### WHAT IS EXPECTED
Would you reproduce each of the records below precisely, with the pictures left out?

+++++

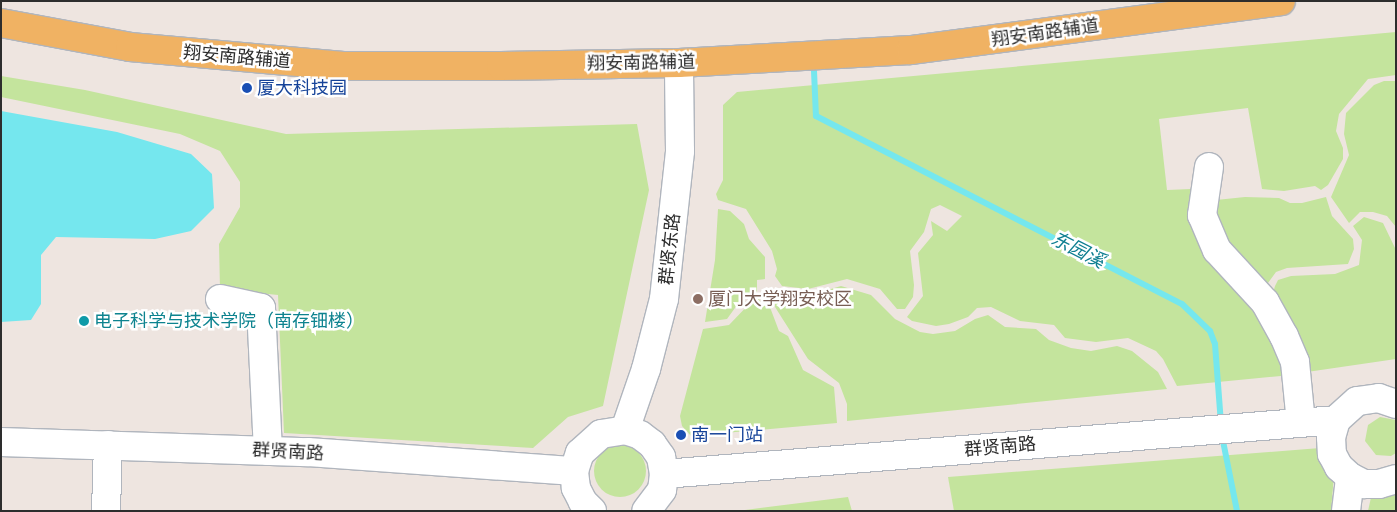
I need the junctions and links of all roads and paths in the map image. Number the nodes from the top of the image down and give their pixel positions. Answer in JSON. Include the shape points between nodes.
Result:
{"nodes":[{"id":1,"x":1281,"y":1,"type":"edge"},
{"id":2,"x":1,"y":23,"type":"edge"},
{"id":3,"x":679,"y":63,"type":"junction"},
{"id":4,"x":1209,"y":167,"type":"dead end"},
{"id":5,"x":220,"y":299,"type":"dead end"},
{"id":6,"x":1395,"y":403,"type":"edge"},
{"id":7,"x":1336,"y":420,"type":"junction"},
{"id":8,"x":1301,"y":422,"type":"junction"},
{"id":9,"x":625,"y":430,"type":"junction"},
{"id":10,"x":1,"y":442,"type":"edge"},
{"id":11,"x":108,"y":445,"type":"junction"},
{"id":12,"x":268,"y":451,"type":"junction"},
{"id":13,"x":574,"y":471,"type":"junction"},
{"id":14,"x":664,"y":474,"type":"junction"},
{"id":15,"x":1350,"y":478,"type":"junction"},
{"id":16,"x":1396,"y":479,"type":"edge"},
{"id":17,"x":106,"y":511,"type":"edge"},
{"id":18,"x":592,"y":511,"type":"edge"},
{"id":19,"x":646,"y":511,"type":"edge"},
{"id":20,"x":1346,"y":511,"type":"edge"}],
"edges":[{"from":1,"to":3,"type":"main road","name":"翔安南路辅道","via":[[911,50]]},
{"from":2,"to":3,"type":"main road","name":"翔安南路辅道","via":[[130,47],[343,66]]},
{"from":3,"to":9,"type":"street","name":"群贤东路","via":[[680,151],[664,299],[646,369]]},
{"from":4,"to":8,"type":"street","via":[[1202,215],[1216,250],[1265,302],[1284,336],[1295,362]]},
{"from":5,"to":12,"type":"street","via":[[261,308]]},
{"from":6,"to":7,"type":"street","via":[[1379,398],[1357,401]]},
{"from":7,"to":8,"type":"street","name":"群贤南路"},
{"from":7,"to":15,"type":"street","via":[[1331,437],[1332,454]]},
{"from":8,"to":14,"type":"street","name":"群贤南路"},
{"from":9,"to":13,"type":"street","via":[[601,434],[588,442]]},
{"from":9,"to":14,"type":"street","via":[[640,434],[652,444],[661,457]]},
{"from":10,"to":11,"type":"street","name":"群贤南路"},
{"from":11,"to":12,"type":"street","name":"群贤南路"},
{"from":11,"to":17,"type":"street"},
{"from":12,"to":13,"type":"street","name":"群贤南路"},
{"from":13,"to":18,"type":"street","via":[[576,488]]},
{"from":14,"to":19,"type":"street","via":[[662,490]]},
{"from":15,"to":16,"type":"street","via":[[1364,484]]},
{"from":15,"to":20,"type":"street"}]}
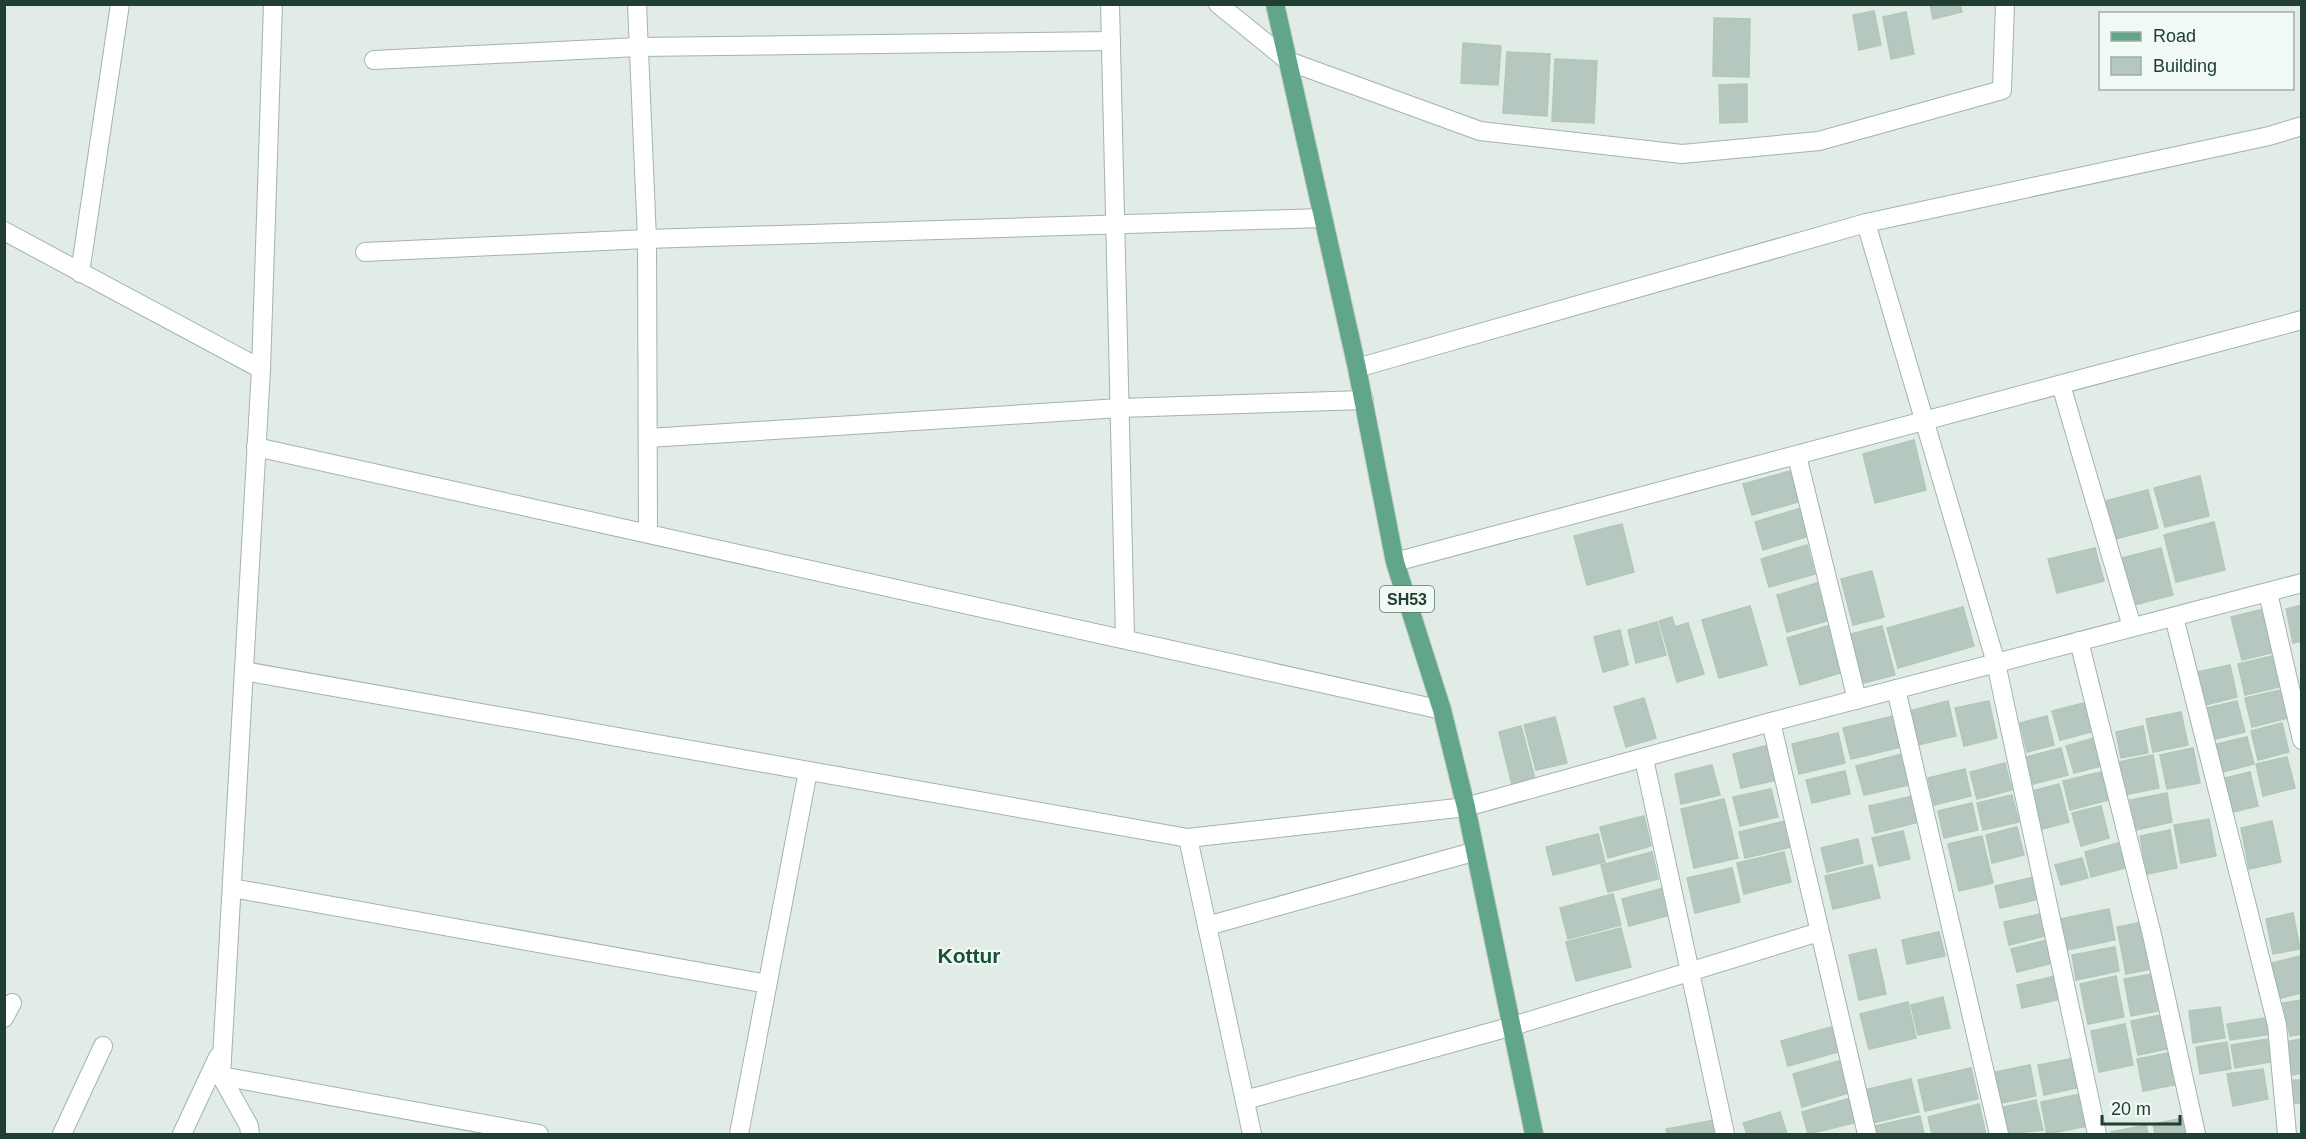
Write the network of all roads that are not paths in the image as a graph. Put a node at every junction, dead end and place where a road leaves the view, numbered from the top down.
1 (120, 4) edge
2 (273, 4) edge
3 (637, 4) edge
4 (1110, 4) edge
5 (1218, 4) edge
6 (1275, 4) edge
7 (2005, 4) edge
8 (1111, 41) junction
9 (638, 47) junction
10 (374, 60) dead end
11 (1288, 61) junction
12 (2301, 126) edge
13 (1323, 218) junction
14 (1866, 224) junction
15 (1115, 225) junction
16 (4, 231) edge
17 (647, 239) junction
18 (364, 252) dead end
19 (80, 273) junction
20 (2301, 320) edge
21 (1357, 368) junction
22 (261, 369) junction
23 (2061, 385) junction
24 (1364, 400) junction
25 (1120, 408) junction
26 (1924, 422) junction
27 (648, 438) junction
28 (256, 447) junction
29 (1797, 456) junction
30 (648, 533) junction
31 (1395, 562) junction
32 (2301, 583) edge
33 (2268, 593) junction
34 (2174, 617) junction
35 (2132, 627) junction
36 (1125, 637) junction
37 (2079, 641) junction
38 (1996, 663) junction
39 (244, 671) junction
40 (1896, 689) junction
41 (1857, 700) junction
42 (1442, 710) junction
43 (1771, 722) junction
44 (2301, 740) edge
45 (1644, 759) junction
46 (808, 771) junction
47 (1466, 807) junction
48 (1188, 838) junction
49 (1473, 852) junction
50 (231, 888) junction
51 (1207, 926) junction
52 (1819, 932) junction
53 (1690, 971) junction
54 (767, 984) junction
55 (1513, 1026) junction
56 (104, 1046) dead end
57 (223, 1047) junction
58 (221, 1076) junction
59 (1245, 1100) junction
60 (62, 1134) edge
61 (182, 1134) edge
62 (250, 1134) edge
63 (534, 1134) edge
64 (739, 1134) edge
65 (1251, 1134) edge
66 (1534, 1134) edge
67 (1725, 1134) edge
68 (1867, 1134) edge
69 (1999, 1134) edge
70 (2097, 1134) edge
71 (2196, 1134) edge
72 (2287, 1134) edge

1 - 19 street
2 - 22 street
3 - 9 street
4 - 8 street
5 - 11 street
6 - 11 main road, SH53
7 - 11 street
8 - 9 street
8 - 15 street
9 - 10 street
9 - 17 street
11 - 13 main road, SH53
12 - 14 street
13 - 15 street
13 - 21 main road, SH53
14 - 21 street
14 - 26 street
15 - 17 street
15 - 25 street
16 - 19 street
17 - 18 street
17 - 27 street
19 - 22 street
20 - 23 street
21 - 24 main road, SH53
22 - 28 street
23 - 26 street
23 - 35 street
24 - 25 street
24 - 31 main road, SH53
25 - 27 street
25 - 36 street
26 - 29 street
26 - 38 street
27 - 30 street
28 - 30 street
28 - 39 street
29 - 31 street
29 - 41 street
30 - 36 street
31 - 42 main road, SH53
32 - 33 street
33 - 34 street
33 - 44 street
34 - 35 street
34 - 72 street
35 - 37 street
36 - 42 street
37 - 38 street
37 - 71 street
38 - 40 street
38 - 70 street
39 - 46 street
39 - 50 street
40 - 41 street
40 - 69 street
41 - 43 street
42 - 47 main road, SH53
43 - 45 street
43 - 52 street
45 - 47 street
45 - 53 street
46 - 48 street
46 - 54 street
47 - 48 street
47 - 49 main road, SH53
48 - 51 street
49 - 51 street
49 - 55 main road, SH53
50 - 54 street
50 - 57 street
51 - 59 street
52 - 53 street
52 - 68 street
53 - 55 street
53 - 67 street
54 - 64 street
55 - 59 street
55 - 66 main road, SH53
56 - 60 street
57 - 58 street
57 - 61 street
58 - 62 street
58 - 63 street
59 - 65 street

+++++

### ANSWER TO THE PROBLEM
I need the junctions and links of all roads and paths in the map image. Number the nodes from the top of the image down and give their pixel positions. Answer in JSON. Include the shape points between nodes.
Result:
{"nodes":[{"id":1,"x":1281,"y":1,"type":"edge"},
{"id":2,"x":1,"y":23,"type":"edge"},
{"id":3,"x":679,"y":63,"type":"junction"},
{"id":4,"x":1209,"y":167,"type":"dead end"},
{"id":5,"x":220,"y":299,"type":"dead end"},
{"id":6,"x":1395,"y":403,"type":"edge"},
{"id":7,"x":1336,"y":420,"type":"junction"},
{"id":8,"x":1301,"y":422,"type":"junction"},
{"id":9,"x":625,"y":430,"type":"junction"},
{"id":10,"x":1,"y":442,"type":"edge"},
{"id":11,"x":108,"y":445,"type":"junction"},
{"id":12,"x":268,"y":451,"type":"junction"},
{"id":13,"x":574,"y":471,"type":"junction"},
{"id":14,"x":664,"y":474,"type":"junction"},
{"id":15,"x":1350,"y":478,"type":"junction"},
{"id":16,"x":1396,"y":479,"type":"edge"},
{"id":17,"x":106,"y":511,"type":"edge"},
{"id":18,"x":592,"y":511,"type":"edge"},
{"id":19,"x":646,"y":511,"type":"edge"},
{"id":20,"x":1346,"y":511,"type":"edge"}],
"edges":[{"from":1,"to":3,"type":"main road","name":"翔安南路辅道","via":[[911,50]]},
{"from":2,"to":3,"type":"main road","name":"翔安南路辅道","via":[[130,47],[343,66]]},
{"from":3,"to":9,"type":"street","name":"群贤东路","via":[[680,151],[664,299],[646,369]]},
{"from":4,"to":8,"type":"street","via":[[1202,215],[1216,250],[1265,302],[1284,336],[1295,362]]},
{"from":5,"to":12,"type":"street","via":[[261,308]]},
{"from":6,"to":7,"type":"street","via":[[1379,398],[1357,401]]},
{"from":7,"to":8,"type":"street","name":"群贤南路"},
{"from":7,"to":15,"type":"street","via":[[1331,437],[1332,454]]},
{"from":8,"to":14,"type":"street","name":"群贤南路"},
{"from":9,"to":13,"type":"street","via":[[601,434],[588,442]]},
{"from":9,"to":14,"type":"street","via":[[640,434],[652,444],[661,457]]},
{"from":10,"to":11,"type":"street","name":"群贤南路"},
{"from":11,"to":12,"type":"street","name":"群贤南路"},
{"from":11,"to":17,"type":"street"},
{"from":12,"to":13,"type":"street","name":"群贤南路"},
{"from":13,"to":18,"type":"street","via":[[576,488]]},
{"from":14,"to":19,"type":"street","via":[[662,490]]},
{"from":15,"to":16,"type":"street","via":[[1364,484]]},
{"from":15,"to":20,"type":"street"}]}
Write the network of all roads that are not paths in the image as a graph. Put a node at every junction, dead end and place where a road leaves the view, numbered from the top down.
1 (120, 4) edge
2 (273, 4) edge
3 (637, 4) edge
4 (1110, 4) edge
5 (1218, 4) edge
6 (1275, 4) edge
7 (2005, 4) edge
8 (1111, 41) junction
9 (638, 47) junction
10 (374, 60) dead end
11 (1288, 61) junction
12 (2301, 126) edge
13 (1323, 218) junction
14 (1866, 224) junction
15 (1115, 225) junction
16 (4, 231) edge
17 (647, 239) junction
18 (364, 252) dead end
19 (80, 273) junction
20 (2301, 320) edge
21 (1357, 368) junction
22 (261, 369) junction
23 (2061, 385) junction
24 (1364, 400) junction
25 (1120, 408) junction
26 (1924, 422) junction
27 (648, 438) junction
28 (256, 447) junction
29 (1797, 456) junction
30 (648, 533) junction
31 (1395, 562) junction
32 (2301, 583) edge
33 (2268, 593) junction
34 (2174, 617) junction
35 (2132, 627) junction
36 (1125, 637) junction
37 (2079, 641) junction
38 (1996, 663) junction
39 (244, 671) junction
40 (1896, 689) junction
41 (1857, 700) junction
42 (1442, 710) junction
43 (1771, 722) junction
44 (2301, 740) edge
45 (1644, 759) junction
46 (808, 771) junction
47 (1466, 807) junction
48 (1188, 838) junction
49 (1473, 852) junction
50 (231, 888) junction
51 (1207, 926) junction
52 (1819, 932) junction
53 (1690, 971) junction
54 (767, 984) junction
55 (1513, 1026) junction
56 (104, 1046) dead end
57 (223, 1047) junction
58 (221, 1076) junction
59 (1245, 1100) junction
60 (62, 1134) edge
61 (182, 1134) edge
62 (250, 1134) edge
63 (534, 1134) edge
64 (739, 1134) edge
65 (1251, 1134) edge
66 (1534, 1134) edge
67 (1725, 1134) edge
68 (1867, 1134) edge
69 (1999, 1134) edge
70 (2097, 1134) edge
71 (2196, 1134) edge
72 (2287, 1134) edge

1 - 19 street
2 - 22 street
3 - 9 street
4 - 8 street
5 - 11 street
6 - 11 main road, SH53
7 - 11 street
8 - 9 street
8 - 15 street
9 - 10 street
9 - 17 street
11 - 13 main road, SH53
12 - 14 street
13 - 15 street
13 - 21 main road, SH53
14 - 21 street
14 - 26 street
15 - 17 street
15 - 25 street
16 - 19 street
17 - 18 street
17 - 27 street
19 - 22 street
20 - 23 street
21 - 24 main road, SH53
22 - 28 street
23 - 26 street
23 - 35 street
24 - 25 street
24 - 31 main road, SH53
25 - 27 street
25 - 36 street
26 - 29 street
26 - 38 street
27 - 30 street
28 - 30 street
28 - 39 street
29 - 31 street
29 - 41 street
30 - 36 street
31 - 42 main road, SH53
32 - 33 street
33 - 34 street
33 - 44 street
34 - 35 street
34 - 72 street
35 - 37 street
36 - 42 street
37 - 38 street
37 - 71 street
38 - 40 street
38 - 70 street
39 - 46 street
39 - 50 street
40 - 41 street
40 - 69 street
41 - 43 street
42 - 47 main road, SH53
43 - 45 street
43 - 52 street
45 - 47 street
45 - 53 street
46 - 48 street
46 - 54 street
47 - 48 street
47 - 49 main road, SH53
48 - 51 street
49 - 51 street
49 - 55 main road, SH53
50 - 54 street
50 - 57 street
51 - 59 street
52 - 53 street
52 - 68 street
53 - 55 street
53 - 67 street
54 - 64 street
55 - 59 street
55 - 66 main road, SH53
56 - 60 street
57 - 58 street
57 - 61 street
58 - 62 street
58 - 63 street
59 - 65 street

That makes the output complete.